Daniel Cabot, enforcement manager for the Cleveland district office of the U.S. Equal Employment Opportunity Commission, urged employers to study federal rules on harassment, discrimination, and accommodation of employees with disabilities "and make sure your employment [practices] are guided by them."

Employers should treat employees with as much respect as possible, and the top executives should make it known the business places a priority on following the rules, said G. Michael Payton, executive director of the Ohio Civil Rights Commission in Columbus. "A value system starts with the boss."

The half-day seminar was sponsored by the state and federal civil rights agencies.
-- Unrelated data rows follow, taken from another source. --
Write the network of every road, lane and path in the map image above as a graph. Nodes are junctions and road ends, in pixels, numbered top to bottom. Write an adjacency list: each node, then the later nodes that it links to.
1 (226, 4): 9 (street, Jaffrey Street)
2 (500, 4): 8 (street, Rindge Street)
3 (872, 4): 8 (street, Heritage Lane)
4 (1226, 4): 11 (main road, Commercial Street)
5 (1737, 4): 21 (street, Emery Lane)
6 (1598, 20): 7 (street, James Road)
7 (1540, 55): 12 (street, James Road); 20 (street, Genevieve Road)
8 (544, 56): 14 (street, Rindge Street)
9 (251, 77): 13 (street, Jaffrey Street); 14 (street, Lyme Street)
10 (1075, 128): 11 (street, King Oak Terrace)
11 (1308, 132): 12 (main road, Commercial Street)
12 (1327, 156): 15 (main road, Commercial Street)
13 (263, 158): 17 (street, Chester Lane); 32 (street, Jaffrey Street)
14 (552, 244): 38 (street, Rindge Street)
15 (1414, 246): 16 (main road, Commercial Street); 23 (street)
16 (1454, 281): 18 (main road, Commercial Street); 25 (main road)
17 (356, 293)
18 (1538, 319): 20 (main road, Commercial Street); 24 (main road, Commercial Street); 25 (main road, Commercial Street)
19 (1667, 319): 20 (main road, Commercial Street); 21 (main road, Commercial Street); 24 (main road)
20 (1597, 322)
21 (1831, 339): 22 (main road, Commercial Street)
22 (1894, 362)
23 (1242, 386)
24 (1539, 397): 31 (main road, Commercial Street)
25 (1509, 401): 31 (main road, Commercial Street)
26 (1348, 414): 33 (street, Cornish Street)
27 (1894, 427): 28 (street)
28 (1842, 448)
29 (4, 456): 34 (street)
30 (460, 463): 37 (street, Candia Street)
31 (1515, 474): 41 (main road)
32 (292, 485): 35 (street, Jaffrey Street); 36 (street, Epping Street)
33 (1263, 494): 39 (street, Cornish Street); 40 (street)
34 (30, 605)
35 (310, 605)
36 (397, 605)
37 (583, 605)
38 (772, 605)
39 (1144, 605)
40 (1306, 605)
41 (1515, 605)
Mr. Payton suggested adopting uniform policies and practices and making sure employees know what they are, even by giving refresher courses. Comments in the workplace "can very quickly turn into a hostile work environment," he said. "You want to make sure 'shop talk' is monitored."

Given some workplace problems for Arab Americans since Sept. 11, 2001, he suggested telling those employees: "If something happens to you, please let me know."

Often, communication is the problem, not age, sex, or race, Mr. Cabot said.

Mediation can eliminate frustration, he added.

The EEOC had to investigate all charges filed by employees, but now is able to assess a situation first, and often mediation resolves problems short of an investigation, he said.

Mr. Cabot urged employers to refresh their knowledge of questions they may not ask job-seekers, including queries about hospitalization, major illnesses, absences from a job, physical defects, or past filings for workers' compensation.